A Vets Guide to Pet Health and Wellness
The Vet's Corner

A Vets Guide to Pet Health and Wellness

by Jonathan Cabin

Welcome to ‘The Vet’s Corner’. Here, we ask vets to talk about topics ranging from pet parenting, pet health and wellness, current events in pet news and stories from their time working as veterinarians.

Happy New Year, fellow animal advocates and pet parents! Each New Year we’re inundated with lists of resolutions to try, things to buy, and tips to become healthier and happier in the upcoming year. Many of us read these lists, make promises to ourselves, and then promptly forget it ever happened by February. While many (or most) of us set at least one goal for our own health, we often don’t include our pets. As you embark on your own wellness journey, here are some steps to take to help your pet live its best life. 

Starting your Pet’s Wellness Journey 

The first thing every pet parent needs to do is take an honest look at their pet’s current health and lifestyle. I know this can be intimidating, but in order to improve our pet’s health, we need to know where we need to begin.

  • Body Condition Score - Is my pet overweight?

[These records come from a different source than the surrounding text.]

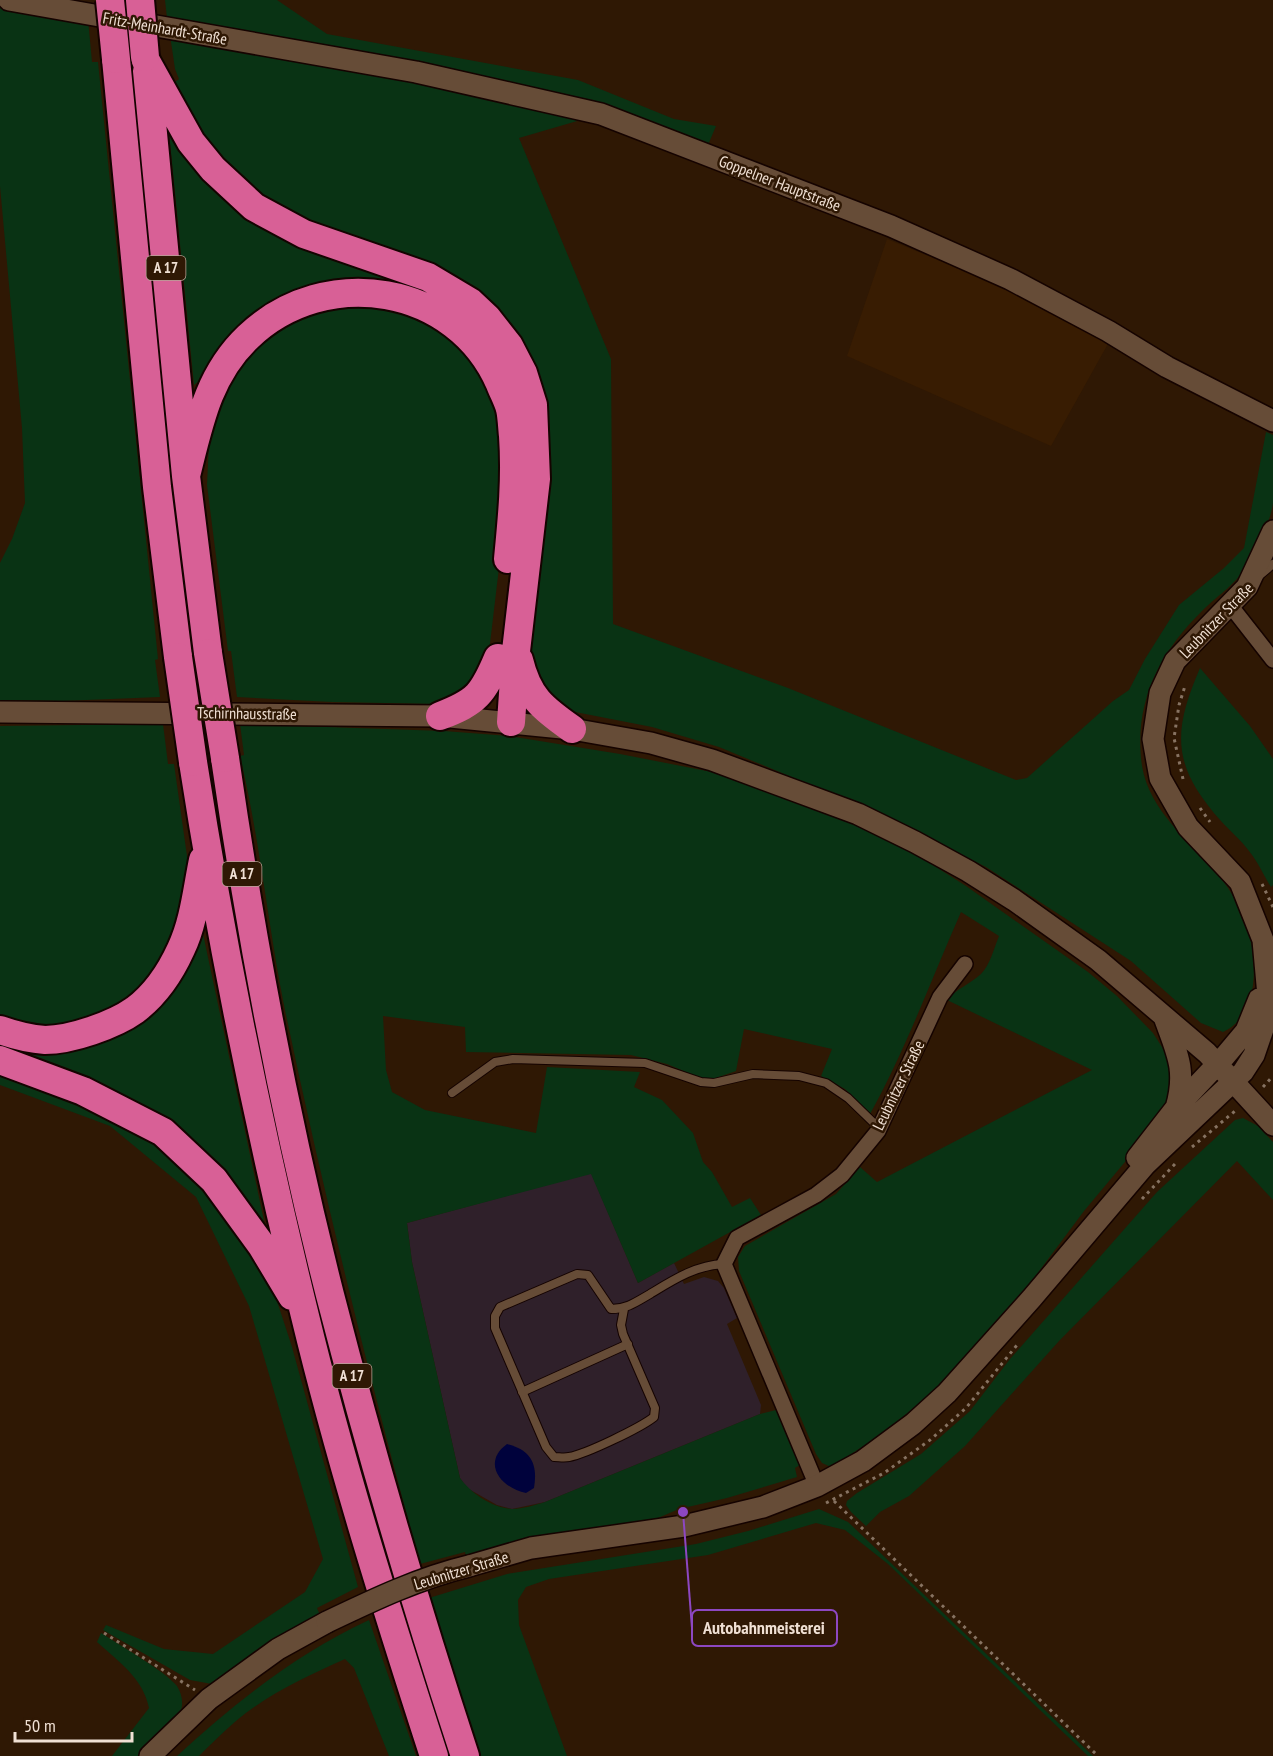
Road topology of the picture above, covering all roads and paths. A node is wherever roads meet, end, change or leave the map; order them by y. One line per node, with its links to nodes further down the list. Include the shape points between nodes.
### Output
1 (9, 0): 4 (street, Fritz-Meinhardt-Straße)
2 (110, 0): 22 (highway, A 17, bridge, via 157,487)
3 (140, 0): 5 (highway, A 17, bridge)
4 (251, 44): 6 (street, Goppelner Hauptstraße, via 416,72 601,114 891,226 1010,279)
5 (146, 59): 7 (highway, A 17); 12 (highway, via 191,142 254,207 304,234 428,276 470,302 509,346 533,405 536,479)
6 (1273, 421)
7 (186, 476): 12 (highway, via 204,405 216,380 228,359 274,316 325,295 359,292 386,294 437,312 481,351 494,370 510,409 514,493); 54 (highway, A 17, bridge, via 241,871 293,1138 389,1515)
8 (1273, 531): 10 (street)
9 (1273, 564): 10 (lane, Leubnitzer Straße)
10 (1247, 587): 11 (street, Leubnitzer Straße)
11 (1230, 604): 13 (street); 26 (street, Leubnitzer Straße, via 1176,661 1160,693 1153,739 1160,778 1188,827 1240,882 1263,940)
12 (507, 654): 16 (highway, via 487,686 465,707); 17 (highway); 18 (highway, via 543,709)
13 (1273, 660)
14 (1188, 677): 19 (path, via 1174,738)
15 (0, 712): 16 (street, Tschirnhausstraße)
16 (440, 716): 17 (street, Tschirnhausstraße)
17 (502, 722): 18 (street, Tschirnhausstraße)
18 (572, 729): 27 (street, Tschirnhausstraße, via 651,743 712,760 858,814 968,871 1098,960)
19 (1185, 787)
20 (1197, 803): 21 (path)
21 (1215, 827)
22 (206, 846): 28 (highway, via 182,948 164,980 135,1010 72,1036 45,1040); 44 (highway, A 17, via 263,1137)
23 (1261, 882): 24 (path)
24 (1273, 907)
25 (965, 964): 37 (street, Leubnitzer Straße, via 940,997)
26 (1266, 969): 30 (street, via 1262,993 1246,1031); 32 (street, via 1268,996 1263,1029 1254,1055)
27 (1164, 1017): 30 (street, Tschirnhausstraße); 35 (street, via 1181,1064 1182,1090)
28 (0, 1030)
29 (0, 1060): 44 (highway, via 83,1091 163,1132 214,1180 262,1246)
30 (1217, 1064): 32 (street, Tschirnhausstraße); 35 (street)
31 (1273, 1076): 34 (path)
32 (1234, 1082): 34 (street, Tschirnhausstraße); 42 (street, via 1145,1165)
33 (452, 1093): 37 (lane, via 495,1062 513,1059 645,1064 714,1083 753,1074 799,1076 826,1083)
34 (1250, 1099): 36 (street, Tschirnhausstraße); 38 (path)
35 (1176, 1109): 42 (street, via 1066,1242)
36 (1273, 1125)
37 (879, 1128): 41 (street, Leubnitzer Straße, via 842,1175 816,1195 737,1238)
38 (1191, 1149)
39 (1182, 1156): 40 (path)
40 (1142, 1199)
41 (724, 1264): 43 (lane, via 708,1264 680,1276); 48 (street)
42 (1032, 1298): 48 (street, Leubnitzer Straße, via 947,1393)
43 (624, 1309): 45 (lane, via 621,1325); 47 (lane, via 611,1309 588,1275 577,1274 500,1307 495,1328)
44 (306, 1319): 53 (highway, A 17, via 360,1517)
45 (628, 1344): 47 (lane); 47 (lane, via 655,1408 654,1417 645,1425 568,1458 554,1456 546,1447)
46 (1017, 1345): 49 (path, via 966,1408 930,1440 884,1473)
47 (522, 1392)
48 (820, 1495): 49 (path); 49 (path); 51 (street, Leubnitzer Straße, bridge, via 709,1521 531,1548 445,1572 327,1622 278,1649)
49 (833, 1501): 55 (path)
50 (104, 1633): 51 (path)
51 (209, 1699): 52 (street, Leubnitzer Straße)
52 (150, 1756)
53 (434, 1756)
54 (465, 1756)
55 (1098, 1756)

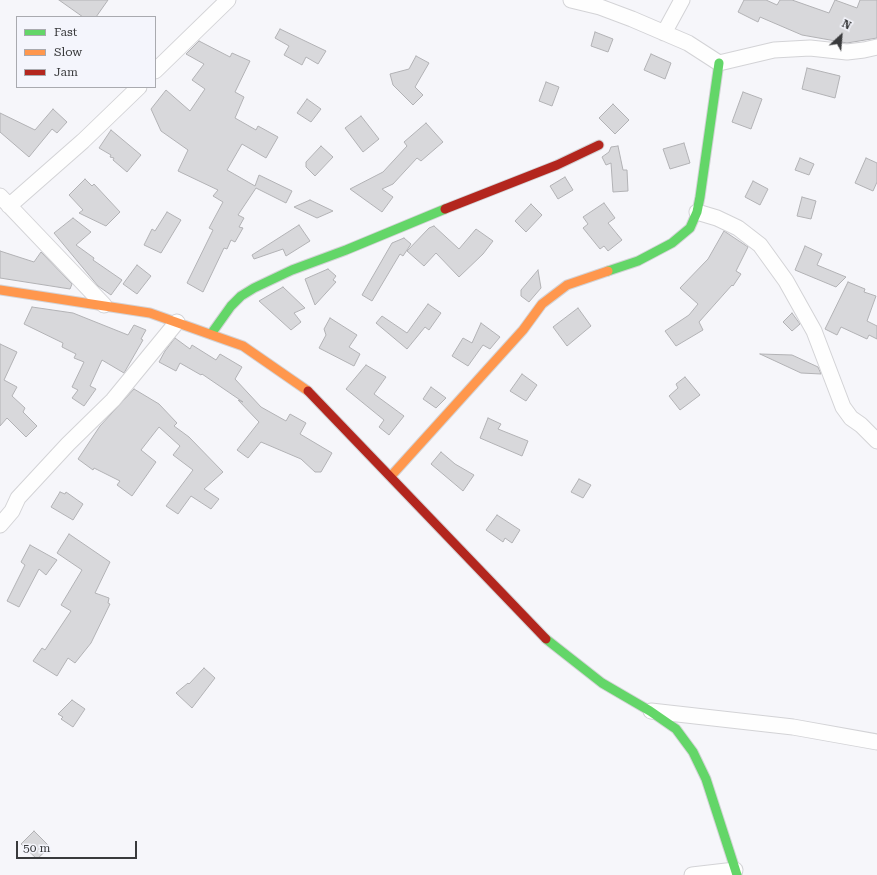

  • “Is my pet overweight?” This is the most important question you must ask your veterinarian – and one your veterinarian may not be eager to answer.  Believe it or not, many veterinarians are simply afraid to tell you if your pet is overweight or has obesity issues. This is primarily due to the fact your veterinarian doesn’t want to inadvertently offend you. Weight issues are tricky and loaded with perceived judgment, strong emotions, and social stigmas. All of this leads to many veterinary professionals simply choosing to ignore obesity to avoid potential confrontation. That’s not good enough for our pets.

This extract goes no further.